As we have noted before, Sanders voted repeatedly against the Brady bill, which in its original version had a 10-day waiting period. But he did vote for an NRA-backed amendment, sponsored by then-Rep. George Gekas (R-Pa.), that altered the Brady bill to require instant criminal background checks five years after enactment, even though the technology did not exist at the time. The waiting period would sunset within five years, once the system was expected to be operational.
Until passage of the amendment, the Brady bill at that point had a seven-day waiting period.
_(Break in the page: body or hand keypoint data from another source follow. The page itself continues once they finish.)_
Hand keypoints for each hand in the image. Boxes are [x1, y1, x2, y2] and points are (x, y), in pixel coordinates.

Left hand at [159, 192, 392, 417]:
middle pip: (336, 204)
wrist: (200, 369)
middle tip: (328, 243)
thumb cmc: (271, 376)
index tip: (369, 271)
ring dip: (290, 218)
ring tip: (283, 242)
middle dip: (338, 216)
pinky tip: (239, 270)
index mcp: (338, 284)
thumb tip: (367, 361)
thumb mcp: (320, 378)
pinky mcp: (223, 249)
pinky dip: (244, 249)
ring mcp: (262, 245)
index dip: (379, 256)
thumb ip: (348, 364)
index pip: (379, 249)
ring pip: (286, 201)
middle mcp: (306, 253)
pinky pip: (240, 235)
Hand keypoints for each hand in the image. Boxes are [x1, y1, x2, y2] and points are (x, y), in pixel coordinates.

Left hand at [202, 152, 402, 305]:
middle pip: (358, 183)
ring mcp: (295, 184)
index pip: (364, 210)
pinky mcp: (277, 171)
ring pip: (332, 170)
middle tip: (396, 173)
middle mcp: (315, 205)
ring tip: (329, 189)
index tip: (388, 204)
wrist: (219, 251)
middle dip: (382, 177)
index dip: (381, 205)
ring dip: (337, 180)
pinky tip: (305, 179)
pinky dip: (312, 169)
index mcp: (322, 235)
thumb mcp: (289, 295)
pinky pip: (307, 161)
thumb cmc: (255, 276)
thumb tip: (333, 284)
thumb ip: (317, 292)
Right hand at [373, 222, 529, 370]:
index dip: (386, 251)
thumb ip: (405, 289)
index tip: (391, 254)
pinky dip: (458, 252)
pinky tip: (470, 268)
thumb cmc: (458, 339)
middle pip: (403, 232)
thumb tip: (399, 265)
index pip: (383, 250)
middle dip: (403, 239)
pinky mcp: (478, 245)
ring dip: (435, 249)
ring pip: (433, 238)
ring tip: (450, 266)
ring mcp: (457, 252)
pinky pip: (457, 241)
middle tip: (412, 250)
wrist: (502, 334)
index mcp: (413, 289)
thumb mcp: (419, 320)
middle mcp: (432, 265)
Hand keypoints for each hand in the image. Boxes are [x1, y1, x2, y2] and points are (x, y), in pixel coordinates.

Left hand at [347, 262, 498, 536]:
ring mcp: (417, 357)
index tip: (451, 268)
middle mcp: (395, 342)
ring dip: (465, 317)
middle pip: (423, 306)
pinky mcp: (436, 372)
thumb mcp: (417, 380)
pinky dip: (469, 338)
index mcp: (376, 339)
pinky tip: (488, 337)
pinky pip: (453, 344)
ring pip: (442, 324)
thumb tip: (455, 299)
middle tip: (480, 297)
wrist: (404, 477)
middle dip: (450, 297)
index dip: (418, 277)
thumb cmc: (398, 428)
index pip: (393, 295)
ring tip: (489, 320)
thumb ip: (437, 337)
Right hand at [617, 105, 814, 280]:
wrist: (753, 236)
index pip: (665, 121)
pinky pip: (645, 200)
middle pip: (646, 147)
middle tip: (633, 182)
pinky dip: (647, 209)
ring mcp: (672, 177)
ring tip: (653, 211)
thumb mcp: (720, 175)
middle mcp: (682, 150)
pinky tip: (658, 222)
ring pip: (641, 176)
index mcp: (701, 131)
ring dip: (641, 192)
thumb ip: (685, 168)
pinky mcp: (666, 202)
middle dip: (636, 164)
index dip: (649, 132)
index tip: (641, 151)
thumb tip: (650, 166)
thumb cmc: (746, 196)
But the amendment requiring the instant background system also cut the processing time to just 24 hours if the instant background system didn’t come back with an answer:
A gun dealer “shall not transfer a firearm to any other person who is not such a licensee, unless–
(A) before the completion of the transfer, the licensee contacts the national instant criminal background check system established under section 3 of such Act;
(B)(i) the system provides the licensee with a unique identification number; or (ii) 1 business day (as defined in subsection (s)(8)(B)) has elapsed since the end of the business day on which the licensee contacted the system, and the system has not notified the licensee that the receipt of the handgun by such other person would violate subsection (g) or (n) of this section or any State or local law”
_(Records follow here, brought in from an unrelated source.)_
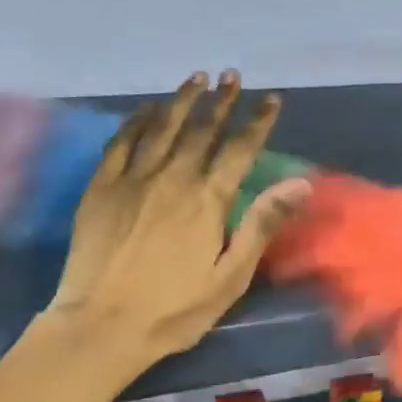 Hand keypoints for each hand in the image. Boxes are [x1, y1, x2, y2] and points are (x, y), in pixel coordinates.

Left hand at [45, 71, 309, 374]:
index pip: (240, 149)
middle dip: (222, 101)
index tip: (271, 99)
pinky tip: (146, 108)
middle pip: (202, 130)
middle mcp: (172, 178)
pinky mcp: (101, 188)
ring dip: (182, 100)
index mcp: (207, 200)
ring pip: (162, 127)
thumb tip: (300, 183)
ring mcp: (133, 179)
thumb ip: (261, 224)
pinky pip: (121, 142)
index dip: (257, 122)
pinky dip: (136, 120)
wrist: (102, 325)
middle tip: (233, 76)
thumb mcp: (230, 276)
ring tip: (197, 77)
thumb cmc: (175, 309) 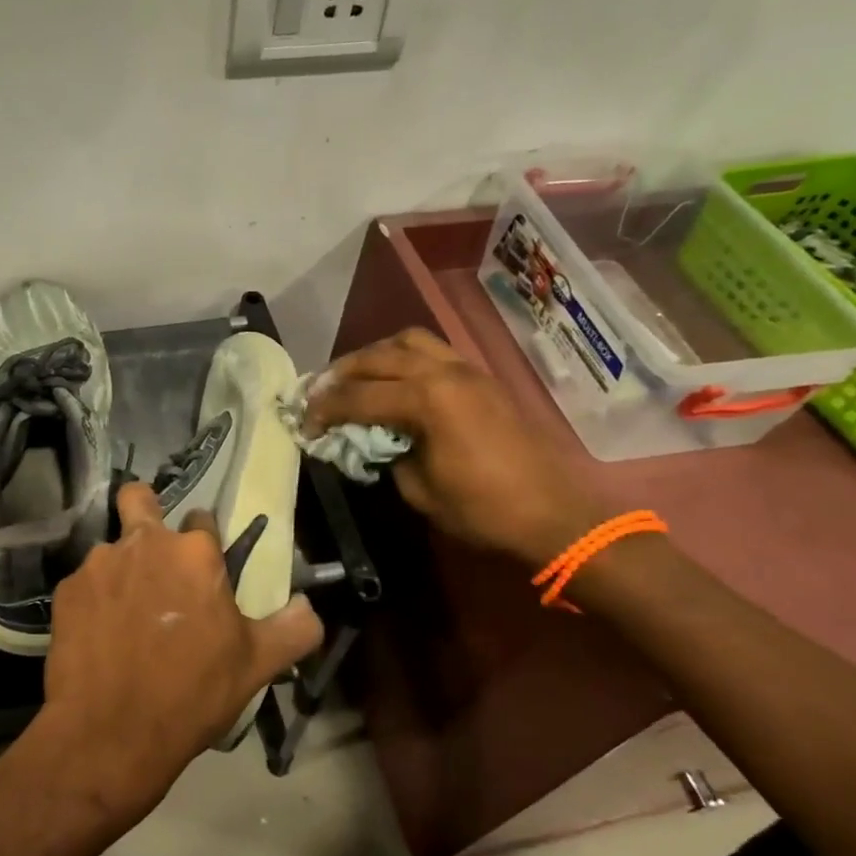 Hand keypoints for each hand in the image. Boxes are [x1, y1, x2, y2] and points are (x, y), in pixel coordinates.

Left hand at [35, 483, 323, 824]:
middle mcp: (144, 542)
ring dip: (121, 568)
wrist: (110, 734)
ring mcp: (98, 564)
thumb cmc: (192, 693)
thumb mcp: (258, 665)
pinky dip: (94, 600)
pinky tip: (100, 636)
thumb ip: (294, 628)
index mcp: (194, 552)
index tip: (204, 573)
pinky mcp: (66, 591)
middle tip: (154, 558)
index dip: (204, 544)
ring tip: (126, 613)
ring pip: (111, 548)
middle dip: (145, 512)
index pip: (202, 518)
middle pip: (139, 499)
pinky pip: (84, 583)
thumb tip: (308, 607)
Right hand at [305, 328, 602, 564]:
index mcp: (427, 400)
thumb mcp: (420, 490)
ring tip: (356, 377)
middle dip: (342, 372)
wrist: (552, 514)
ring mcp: (467, 371)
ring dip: (375, 355)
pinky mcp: (482, 379)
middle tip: (319, 391)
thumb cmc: (483, 510)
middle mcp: (444, 372)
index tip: (303, 422)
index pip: (359, 396)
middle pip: (379, 356)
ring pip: (409, 342)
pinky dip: (404, 359)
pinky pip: (434, 352)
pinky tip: (394, 382)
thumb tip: (373, 441)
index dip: (324, 409)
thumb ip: (388, 456) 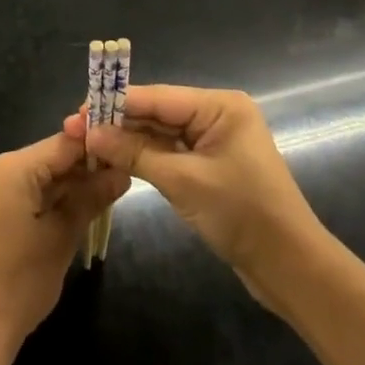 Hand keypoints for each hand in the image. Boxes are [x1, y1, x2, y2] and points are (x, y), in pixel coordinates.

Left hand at [0, 132, 127, 364]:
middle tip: (119, 182)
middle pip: (47, 159)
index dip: (96, 148)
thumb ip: (91, 198)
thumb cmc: (20, 283)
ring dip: (64, 188)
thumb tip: (122, 173)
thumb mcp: (63, 237)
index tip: (125, 155)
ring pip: (34, 177)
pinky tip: (68, 214)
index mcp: (12, 168)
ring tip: (100, 199)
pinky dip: (43, 201)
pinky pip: (18, 193)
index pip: (63, 143)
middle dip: (82, 170)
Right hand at [65, 85, 320, 300]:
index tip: (78, 111)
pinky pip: (171, 152)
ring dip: (127, 140)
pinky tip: (114, 158)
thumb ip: (135, 153)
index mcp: (220, 106)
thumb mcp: (183, 181)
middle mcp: (217, 115)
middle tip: (74, 129)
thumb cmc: (242, 214)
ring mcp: (214, 141)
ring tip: (86, 143)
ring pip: (161, 133)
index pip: (157, 97)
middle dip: (117, 121)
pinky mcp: (210, 166)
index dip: (115, 103)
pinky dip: (144, 156)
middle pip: (157, 112)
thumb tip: (90, 134)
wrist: (289, 267) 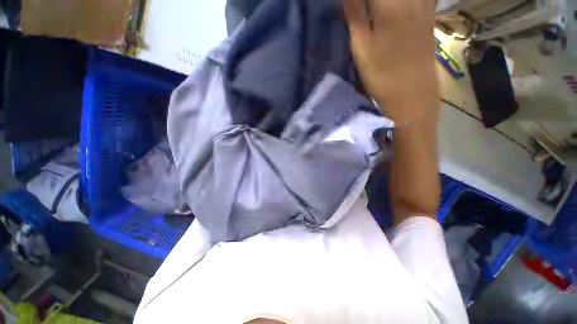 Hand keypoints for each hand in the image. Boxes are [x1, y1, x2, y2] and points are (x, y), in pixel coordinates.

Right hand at [344, 0, 439, 125]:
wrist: (412, 94)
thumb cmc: (382, 75)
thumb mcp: (361, 49)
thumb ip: (355, 16)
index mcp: (390, 5)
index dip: (357, 0)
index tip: (351, 7)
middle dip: (369, 2)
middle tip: (360, 11)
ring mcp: (424, 6)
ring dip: (383, 5)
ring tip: (374, 13)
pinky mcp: (429, 17)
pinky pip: (421, 0)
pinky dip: (400, 5)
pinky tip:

Later, after negotiations between the Senate and the House, the final version of the Brady bill emerged with a three-day period to allow law-enforcement officials to process the information. It was a bitter pill for supporters.
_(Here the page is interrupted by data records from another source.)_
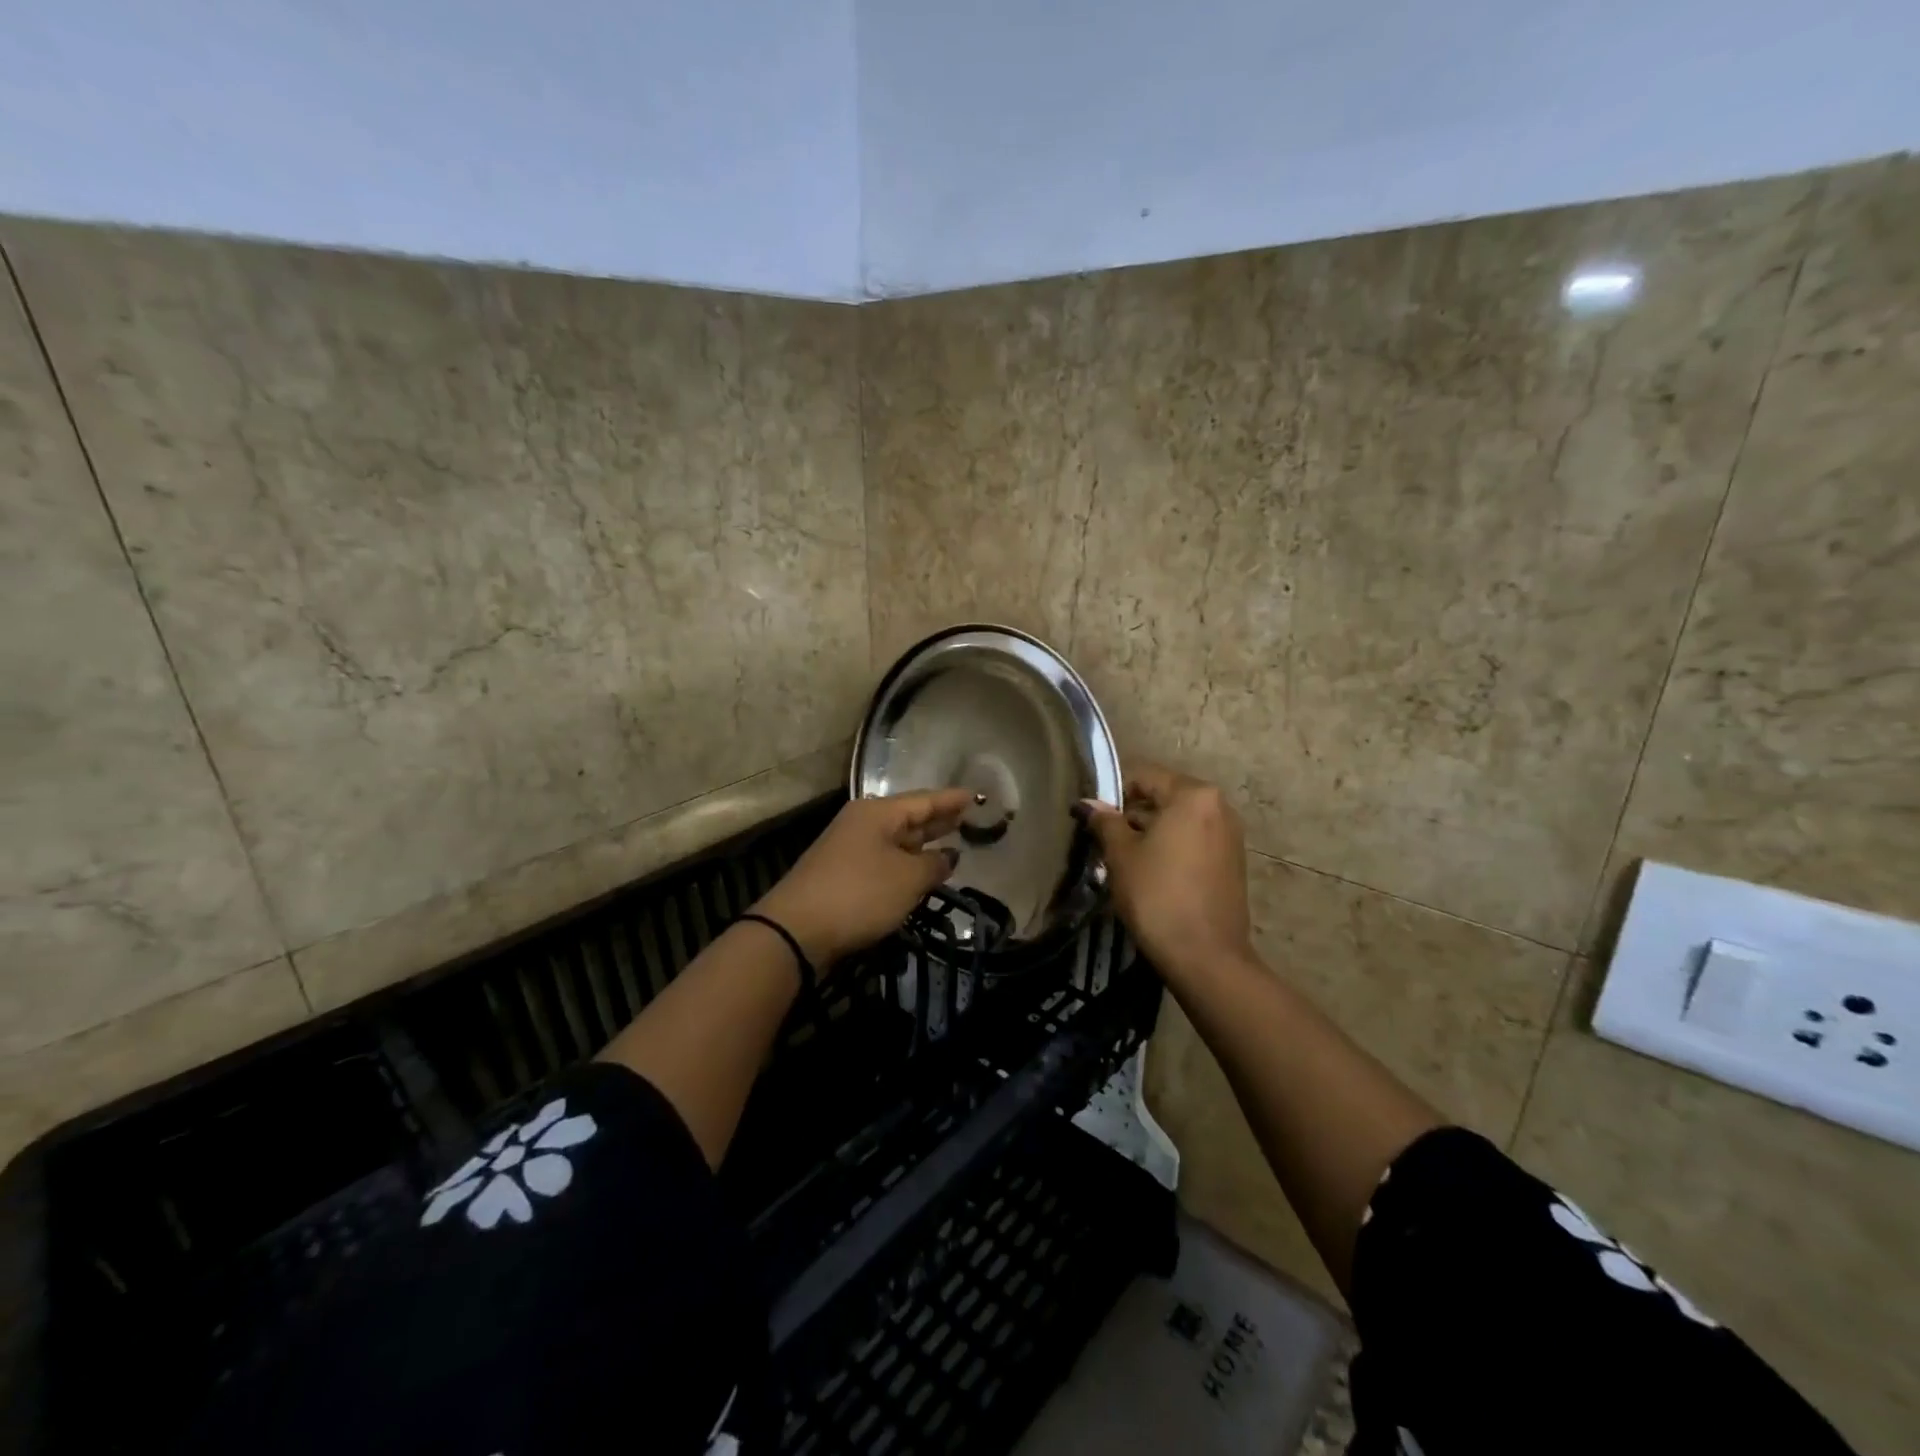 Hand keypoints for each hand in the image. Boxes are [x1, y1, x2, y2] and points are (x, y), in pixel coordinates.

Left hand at [752, 789, 974, 969]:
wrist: (796, 930)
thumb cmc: (860, 894)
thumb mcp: (907, 879)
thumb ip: (934, 865)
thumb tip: (948, 856)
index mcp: (878, 813)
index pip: (924, 800)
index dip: (952, 800)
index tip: (977, 797)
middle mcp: (862, 823)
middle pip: (908, 817)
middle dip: (938, 819)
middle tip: (968, 818)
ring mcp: (850, 848)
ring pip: (896, 840)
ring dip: (922, 843)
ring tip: (951, 842)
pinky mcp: (843, 874)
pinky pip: (884, 859)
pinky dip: (906, 862)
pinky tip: (920, 871)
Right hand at [1078, 764, 1252, 982]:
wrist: (1205, 956)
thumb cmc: (1157, 895)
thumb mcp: (1121, 855)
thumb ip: (1105, 821)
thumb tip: (1088, 804)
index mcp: (1193, 795)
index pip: (1144, 775)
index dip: (1112, 791)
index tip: (1092, 816)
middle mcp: (1218, 806)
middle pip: (1164, 796)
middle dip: (1132, 813)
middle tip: (1104, 840)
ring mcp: (1230, 835)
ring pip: (1179, 820)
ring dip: (1150, 832)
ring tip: (1123, 859)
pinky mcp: (1232, 862)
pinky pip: (1194, 840)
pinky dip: (1171, 847)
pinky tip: (1151, 874)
“We always thought the cooling-off period was important,” recalled Richard M. Aborn, president of Handgun Control at the time. But he said the NRA pushed for the Gekas amendment once it realized that the Brady law was on track for passage.
“It kept getting whittled down,” first from 10 to seven days, Aborn said. The Brady supporters had launched a campaign titled “seven days to save a life,” but even so, “it just kept getting shorter and shorter.”
In the specific case of Roof, the FBI examiner became confused over South Carolina geography, initially contacting the wrong county court to find out the status of the criminal case pending against him. Would an extra four days have made a difference in sorting out the right legal venue? No one knows for sure, but it’s certainly possible.
The Sanders campaign did not respond to a request for comment. The candidate now says he supports universal background checks.
The Pinocchio Test
The vote in question took place almost a quarter-century ago, but there is a relatively straight line from the 1993 vote to the 2015 shooting.
While Sanders did not specifically vote for a three-day period, he did vote for an even shorter one-day window. As a result of the amendment he supported in the House, the seven-day window was erased by the instant background system and the time allowed for extensive background checks that emerged from House-Senate negotiations was just three days. Then Sanders ended up voting against requiring any background checks at all.
Clinton earns an elusive Geppetto Checkmark.